When we performed the trend analysis for the two periods separately (2000–08 vs 2008–10), our results indicated that estimated average annual decline (slope) was substantially steeper for 2008–10 when compared with the estimated slope for 2000–08 for gonorrhoea [3.5% (P < 0.01) vs 0.2% (P < 0.05)] and chlamydia [1.7% (P < 0.01) vs 0.9% (P < 0.01)]. However, the estimated slopes for the proportion of P&S syphilis cases from STDCs were not statistically significant for either periods (i.e. 2000–08 and 2008–10).
Discussion
In this study, we analysed trends in the proportion of non-viral STI (i.e. primary and secondary [P&S] syphilis, gonorrhoea and chlamydia) cases reported from STDCs in the US at the national and state levels over the last decade. We found that overall, the proportion of P&S syphilis cases reported from STDCs declined by almost half (48.9% to 28.0%) at an estimated average annual rate of 1.4%; the proportion of gonorrhoea cases reported from STDCs declined from just over one-third to less than one-fifth (33.5% to 18.6%) at an estimated average annual rate of 1.3%; and the proportion of chlamydia cases reported from STDCs declined from 16.0% to 13.0% at an estimated average annual rate of 0.3%. Estimated average annual declines at the state level indicated that the majority of states had statistically significant declines in the proportion of cases reported from STDCs for all three STIs: 86% (25/29) for P&S syphilis, 89% (34/38) for gonorrhoea, and 63% (27/43) for chlamydia.

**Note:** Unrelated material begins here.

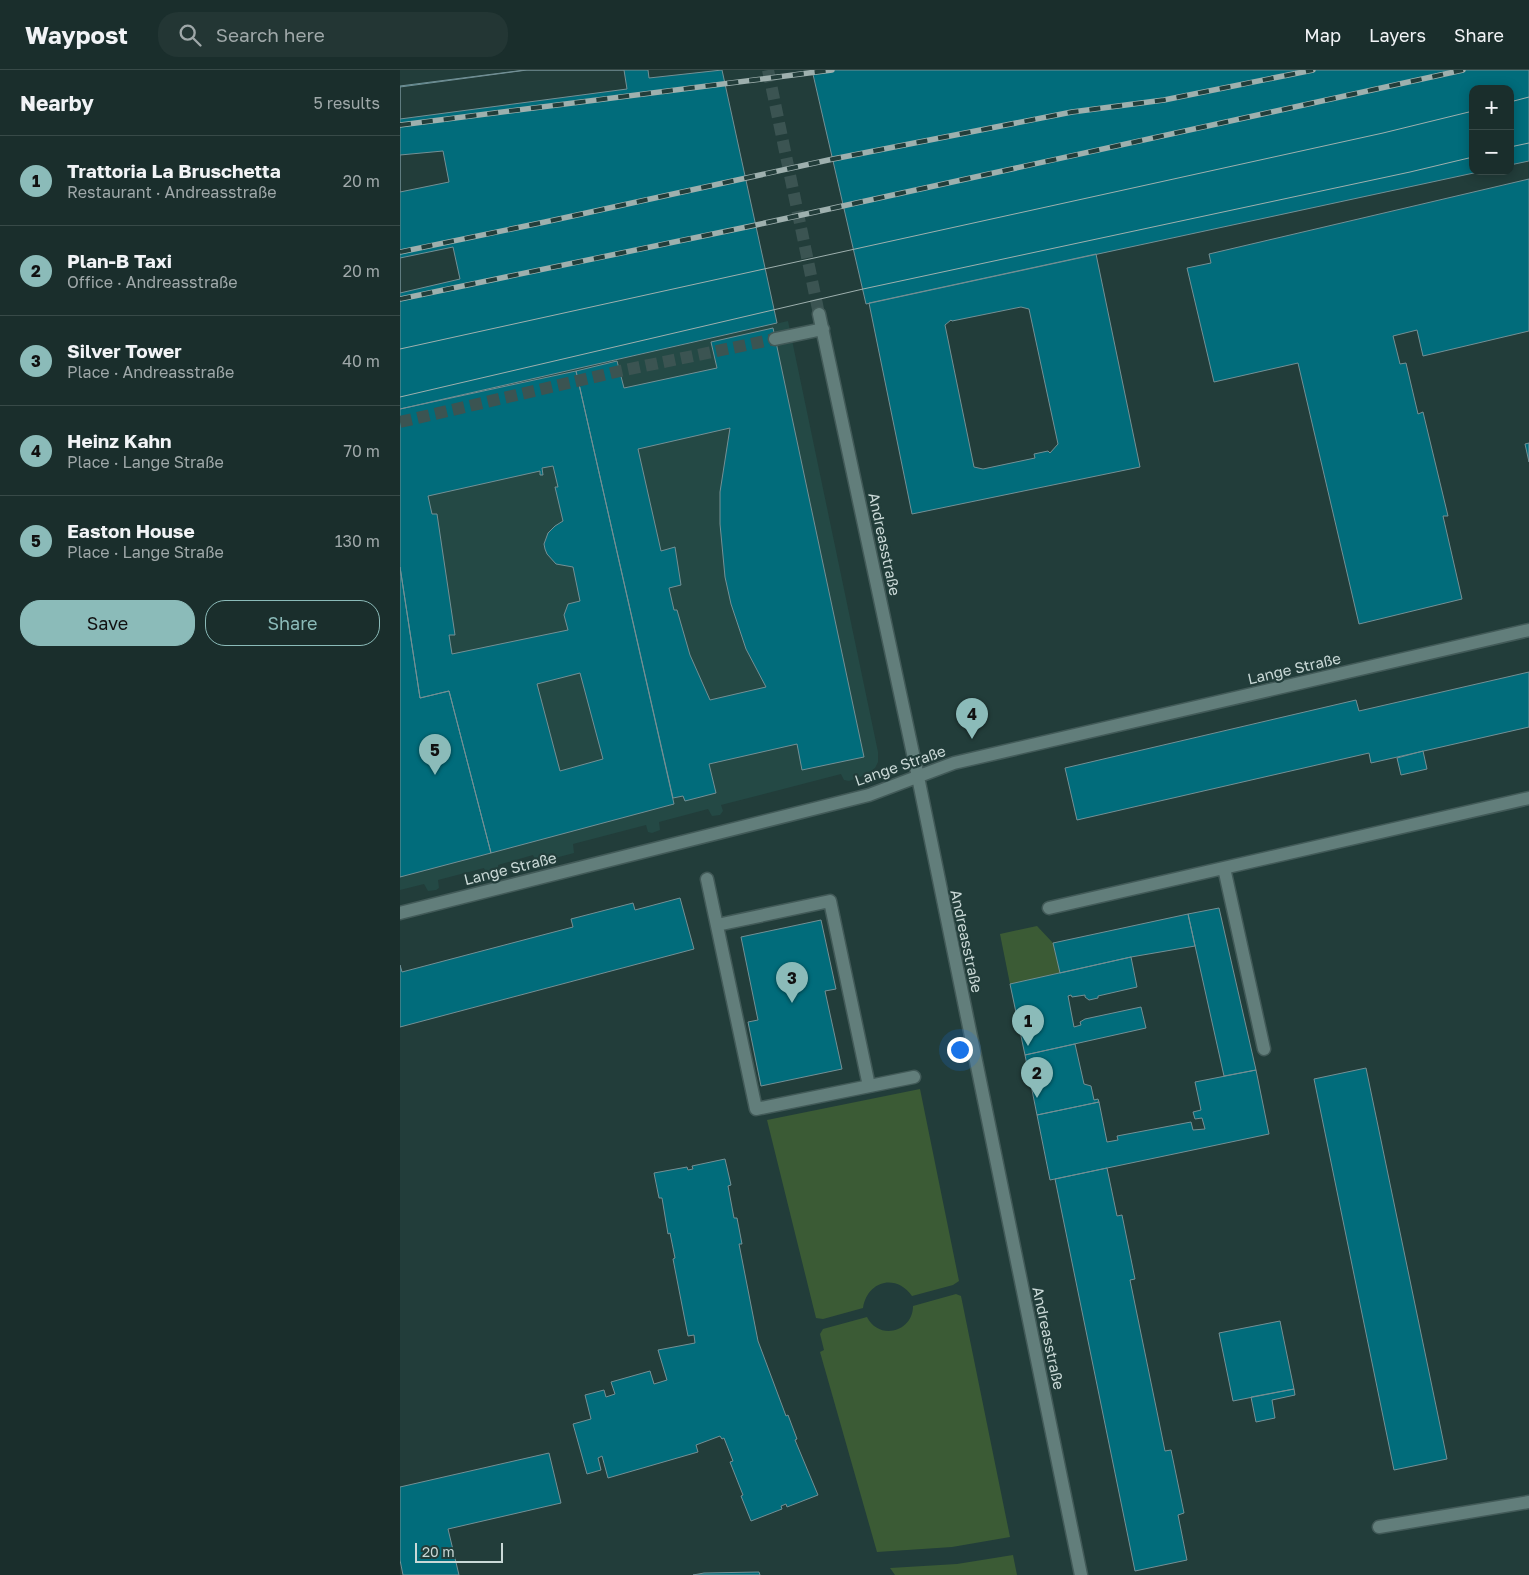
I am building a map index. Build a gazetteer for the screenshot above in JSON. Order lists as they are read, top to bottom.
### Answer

We also found a substantial decline in the proportion of gonorrhoea and chlamydia cases from STDCs in MA after 2008; the estimated annual rate of decline increased by at least twofold. At the national level, as the proportion of cases reported from STDCs declined, the cases reported from other sources (i.e. non-STDCs sources) picked up the slack. This is more evident for the STIs that experienced high declines in the proportion of cases reported from STDCs (syphilis and gonorrhoea). In particular, there were substantial increases in the proportion of cases reported from Private Physician/HMO (18% to 27%), Hospital – Other (7% to 10%) and HIV Counselling and Testing Sites (1% to 4%) for syphilis (Fig. 1a). For gonorrhoea, there were substantial increases in the proportion of cases reported from Hospital – Other (11% to 20%), Other (2% to 7%) and Laboratory (1% to 3%), as well as a considerable increase in the cases reported from sources coded as Unknown (3% to 10%; Fig. 1b). Shifting care to non-speciality providers could be helpful in some ways but harmful in others; providers who do not routinely diagnose or treat STIs may have more variability in quality of care (including treatment and partner services).6,11,12
No previous trend data showing the proportion of STI cases reported from STDCs in the US at the national and state levels have been published, thus, comparison with previous studies is not possible. Nonetheless, our results are consistent with what might be expected given the recent cuts in STI prevention funding at the state and local levels,6 and given that the number of STDCs has declined over the past decade.10 In MA, the corollary to the enacted universal healthcare law was an increase in access to private physicians and other health providers for STI services, thereby gradually eliminating the need for stand-alone STDCs. In fact, funding for STDCs was terminated in 2009.9 As a result, the sharp decline after 2008 was expected.
Limitations
This study has some limitations primarily associated with the surveillance data. In general, the surveillance data depend largely on medical providers testing and reporting practises.1 Thus, for chlamydia, inconsistencies associated with (or difference in) the nature of annual screening and reporting is more pronounced due to its asymptomatic nature.4 Consequently, some states (or jurisdictions) may focus testing on target populations and might potentially report higher rates among those populations. However, to the extent that these different testing and reporting practises are specific to individual jurisdictions, the inconsistencies might not be as much of a limitation as one would expect when looking at trends.4 It is also possible that the definition of STDC may vary, leading to inconsistent classification over time. Also, for each of the years examined, we found records where the source of the reported cases was coded missing/unknown (<11%). However, it is difficult to assess how these missing/unknown sources or other factors might impact our results. Finally, although we provided state-level results, we did not discuss specific reasons for the results we found for each state. This is because that would require more data (such as information on their STI reporting systems, adherence to reporting protocols, STDC location and their spatial distribution across the state, and STDC funding) from each state. Thus, analysis (and discussion) of the specific reasons for the increase/decrease in the proportion of STIs reported from STDCs for each state is beyond the scope of this study.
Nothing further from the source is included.